#### RECORDS TO USE:
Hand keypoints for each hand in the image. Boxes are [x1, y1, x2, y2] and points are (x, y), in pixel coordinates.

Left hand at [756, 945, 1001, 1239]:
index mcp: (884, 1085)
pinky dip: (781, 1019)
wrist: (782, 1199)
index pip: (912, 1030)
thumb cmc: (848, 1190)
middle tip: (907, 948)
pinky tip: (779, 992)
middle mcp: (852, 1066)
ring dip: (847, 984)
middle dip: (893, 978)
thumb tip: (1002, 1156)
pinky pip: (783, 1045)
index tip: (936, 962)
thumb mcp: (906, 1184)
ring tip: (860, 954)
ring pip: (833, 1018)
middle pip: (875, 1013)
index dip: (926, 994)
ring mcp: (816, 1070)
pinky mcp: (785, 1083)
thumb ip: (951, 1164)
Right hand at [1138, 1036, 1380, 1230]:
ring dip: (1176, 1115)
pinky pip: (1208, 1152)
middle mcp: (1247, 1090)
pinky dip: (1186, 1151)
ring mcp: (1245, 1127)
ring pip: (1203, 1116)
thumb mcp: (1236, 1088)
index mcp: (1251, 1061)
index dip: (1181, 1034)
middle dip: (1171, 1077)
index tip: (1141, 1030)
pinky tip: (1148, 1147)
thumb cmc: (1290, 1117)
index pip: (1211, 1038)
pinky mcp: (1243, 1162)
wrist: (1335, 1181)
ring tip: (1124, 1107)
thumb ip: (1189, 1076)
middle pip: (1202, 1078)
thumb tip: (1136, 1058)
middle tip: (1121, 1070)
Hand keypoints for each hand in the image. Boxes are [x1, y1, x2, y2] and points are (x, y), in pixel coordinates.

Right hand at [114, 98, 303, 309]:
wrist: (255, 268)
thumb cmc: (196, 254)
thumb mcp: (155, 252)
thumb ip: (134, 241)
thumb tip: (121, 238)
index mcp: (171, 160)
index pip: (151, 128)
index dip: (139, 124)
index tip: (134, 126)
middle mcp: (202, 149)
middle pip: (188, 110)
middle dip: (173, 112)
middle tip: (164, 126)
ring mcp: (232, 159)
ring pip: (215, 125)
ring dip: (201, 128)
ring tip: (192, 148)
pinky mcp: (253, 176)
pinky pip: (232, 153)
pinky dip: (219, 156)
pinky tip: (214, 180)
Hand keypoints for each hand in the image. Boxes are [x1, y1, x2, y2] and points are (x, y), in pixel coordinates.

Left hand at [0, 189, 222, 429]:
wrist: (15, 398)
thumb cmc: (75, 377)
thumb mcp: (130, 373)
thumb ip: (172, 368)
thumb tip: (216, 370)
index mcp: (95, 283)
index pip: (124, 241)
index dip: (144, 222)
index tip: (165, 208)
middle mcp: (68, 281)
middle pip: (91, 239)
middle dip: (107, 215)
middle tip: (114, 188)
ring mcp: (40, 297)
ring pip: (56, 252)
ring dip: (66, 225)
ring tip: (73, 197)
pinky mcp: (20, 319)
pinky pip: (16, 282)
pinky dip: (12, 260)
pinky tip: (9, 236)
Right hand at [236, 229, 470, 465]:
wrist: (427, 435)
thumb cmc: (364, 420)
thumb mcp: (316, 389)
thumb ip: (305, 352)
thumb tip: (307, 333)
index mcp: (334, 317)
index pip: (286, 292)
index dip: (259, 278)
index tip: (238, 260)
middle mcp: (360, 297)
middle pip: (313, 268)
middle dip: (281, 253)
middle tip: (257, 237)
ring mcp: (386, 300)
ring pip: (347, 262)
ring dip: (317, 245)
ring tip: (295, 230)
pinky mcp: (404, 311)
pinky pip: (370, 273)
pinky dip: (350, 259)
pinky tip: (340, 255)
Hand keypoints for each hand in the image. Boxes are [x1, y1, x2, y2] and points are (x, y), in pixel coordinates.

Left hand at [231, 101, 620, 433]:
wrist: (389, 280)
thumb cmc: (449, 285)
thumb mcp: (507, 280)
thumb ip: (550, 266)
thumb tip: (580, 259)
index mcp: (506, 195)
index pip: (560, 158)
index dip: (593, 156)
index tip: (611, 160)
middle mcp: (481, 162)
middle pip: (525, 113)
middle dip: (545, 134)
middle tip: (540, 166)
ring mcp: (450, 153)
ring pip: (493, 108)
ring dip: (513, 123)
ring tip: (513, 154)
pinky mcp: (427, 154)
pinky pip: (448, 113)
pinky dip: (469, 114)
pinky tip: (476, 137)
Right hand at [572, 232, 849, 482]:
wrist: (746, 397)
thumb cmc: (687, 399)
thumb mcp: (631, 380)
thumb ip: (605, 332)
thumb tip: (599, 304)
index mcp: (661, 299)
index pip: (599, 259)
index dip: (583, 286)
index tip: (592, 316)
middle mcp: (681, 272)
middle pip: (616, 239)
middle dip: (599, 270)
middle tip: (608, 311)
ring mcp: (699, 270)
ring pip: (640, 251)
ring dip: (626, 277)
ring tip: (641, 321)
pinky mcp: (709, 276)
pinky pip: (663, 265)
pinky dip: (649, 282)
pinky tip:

#### DIRECTIONS FOR THIS TASK:
Across the entries above, how many lines contain "Left"? Provide only the count.

#### TASK RESPONSE:
3